Although the father of two had a steep uphill battle, Sevilla sat and took the GED's, passing them and receiving his honors.

Joelle Taylor, Senior Coordinator of Literacy Programs for the site, remembers the day Jean Carlos Sevilla heard the news. She was the one that told him.

"I said, 'You passed the GED,'" Taylor said. "And he looked at me, and he literally bent over with his hands on his knees and went right down. He came back up and the tears were pouring down his face. And so, guess what? So were mine at that point. His significant other handed him the phone and told him to call his mother. It was like he won the lottery."

For many students who earn their GED, the feeling is euphoric. Previously closed doors open, providing graduates with job and education opportunities, or for some, like the 82 year-old woman who completed the program, a sense of accomplishment.

But, for Sevilla, the success hasn't stopped there. He went on to apply for, and get, a full-time position at Wal-Mart, serve as a committee member for the Oneida County Democratic Party in Utica and be selected as a speaker for the Literacy Coalition of Oneida County.
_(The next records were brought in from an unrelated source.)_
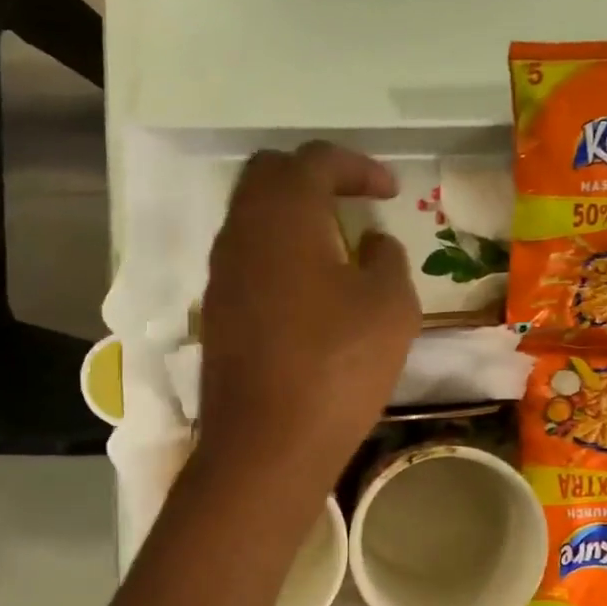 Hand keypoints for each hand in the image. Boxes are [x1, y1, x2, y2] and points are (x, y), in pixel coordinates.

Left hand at [194, 141, 420, 497]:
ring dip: (292, 219)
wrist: (266, 445)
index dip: (358, 166)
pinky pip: (246, 261)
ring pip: (252, 219)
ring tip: (335, 247)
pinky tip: (308, 292)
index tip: (390, 191)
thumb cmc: (337, 367)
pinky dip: (277, 256)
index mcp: (283, 215)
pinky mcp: (215, 314)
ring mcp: (220, 275)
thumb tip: (371, 244)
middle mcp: (240, 233)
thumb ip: (387, 259)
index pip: (315, 160)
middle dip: (314, 179)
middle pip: (270, 176)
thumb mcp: (391, 307)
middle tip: (353, 204)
Adult Education instructor, Denise Gregory, remembers helping him prepare for his job interview with the retailer.

"He's 22 years old, he obviously doesn't have suits, he doesn't have the kind of clothes for an interview," Gregory said. "Joelle and everyone put together a piece here and a piece there and sent this young man off to an interview... off he went with his little sport jacket, and he was just thrilled with when he had gone through all the interviews and got the job."

Sevilla has plans to continue his success by taking business management classes at the Utica School of Commerce.

But, for now, Andereck just wants to focus on the upcoming award celebration in Albany, where Sevilla will be honored for his hard work.

"For me, that will be the culmination to this whole journey that we've been on," Andereck said." It's not the culmination though, because I know his future is nothing but bright, so there will be more to follow."

The American Dream has found a home in Utica.